◆ What is required
Reproduce exactly the lines that run from the start of the records below to the line with "Trace every road, lane", inclusive.

━━ Recorded data ━━

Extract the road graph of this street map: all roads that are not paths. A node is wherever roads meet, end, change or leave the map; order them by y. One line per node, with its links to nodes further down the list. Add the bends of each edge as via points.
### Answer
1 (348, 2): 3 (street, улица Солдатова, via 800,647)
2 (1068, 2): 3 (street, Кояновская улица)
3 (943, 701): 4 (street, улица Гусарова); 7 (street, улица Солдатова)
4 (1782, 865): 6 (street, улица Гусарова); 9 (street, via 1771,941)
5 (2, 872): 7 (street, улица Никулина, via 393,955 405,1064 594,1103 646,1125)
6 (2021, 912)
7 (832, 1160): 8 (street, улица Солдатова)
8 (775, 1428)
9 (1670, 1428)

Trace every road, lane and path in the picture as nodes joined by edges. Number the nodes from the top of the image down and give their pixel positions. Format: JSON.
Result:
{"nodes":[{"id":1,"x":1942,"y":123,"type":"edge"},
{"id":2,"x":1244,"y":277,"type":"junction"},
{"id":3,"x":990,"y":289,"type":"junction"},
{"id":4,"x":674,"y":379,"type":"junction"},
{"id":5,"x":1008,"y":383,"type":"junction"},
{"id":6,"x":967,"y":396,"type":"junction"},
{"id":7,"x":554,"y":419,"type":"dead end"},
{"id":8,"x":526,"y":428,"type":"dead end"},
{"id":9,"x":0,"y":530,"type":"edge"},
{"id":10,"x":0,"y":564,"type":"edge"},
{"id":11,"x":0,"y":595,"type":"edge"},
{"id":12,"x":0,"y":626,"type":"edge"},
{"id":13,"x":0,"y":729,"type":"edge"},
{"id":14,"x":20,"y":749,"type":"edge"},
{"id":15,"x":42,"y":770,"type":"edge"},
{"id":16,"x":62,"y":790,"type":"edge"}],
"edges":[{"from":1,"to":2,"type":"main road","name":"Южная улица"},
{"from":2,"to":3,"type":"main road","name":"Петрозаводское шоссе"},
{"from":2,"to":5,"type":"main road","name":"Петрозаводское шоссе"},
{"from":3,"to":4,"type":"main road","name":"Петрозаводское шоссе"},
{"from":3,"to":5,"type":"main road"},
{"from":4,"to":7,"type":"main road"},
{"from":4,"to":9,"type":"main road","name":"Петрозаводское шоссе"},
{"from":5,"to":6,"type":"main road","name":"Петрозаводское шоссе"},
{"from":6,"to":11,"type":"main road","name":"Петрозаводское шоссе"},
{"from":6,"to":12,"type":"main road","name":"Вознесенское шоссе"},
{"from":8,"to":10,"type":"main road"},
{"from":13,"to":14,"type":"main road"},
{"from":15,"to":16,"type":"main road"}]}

━━━

◆ Response area
Extract the road graph of this street map: all roads that are not paths. A node is wherever roads meet, end, change or leave the map; order them by y. One line per node, with its links to nodes further down the list. Add the bends of each edge as via points.
### Answer
1 (348, 2): 3 (street, улица Солдатова, via 800,647)
2 (1068, 2): 3 (street, Кояновская улица)
3 (943, 701): 4 (street, улица Гусарова); 7 (street, улица Солдатова)
4 (1782, 865): 6 (street, улица Гусарова); 9 (street, via 1771,941)
5 (2, 872): 7 (street, улица Никулина, via 393,955 405,1064 594,1103 646,1125)
6 (2021, 912)
7 (832, 1160): 8 (street, улица Солдатова)
8 (775, 1428)
9 (1670, 1428)

Trace every road, lane and path in the picture as nodes joined by edges. Number the nodes from the top of the image down and give their pixel positions. Format: JSON.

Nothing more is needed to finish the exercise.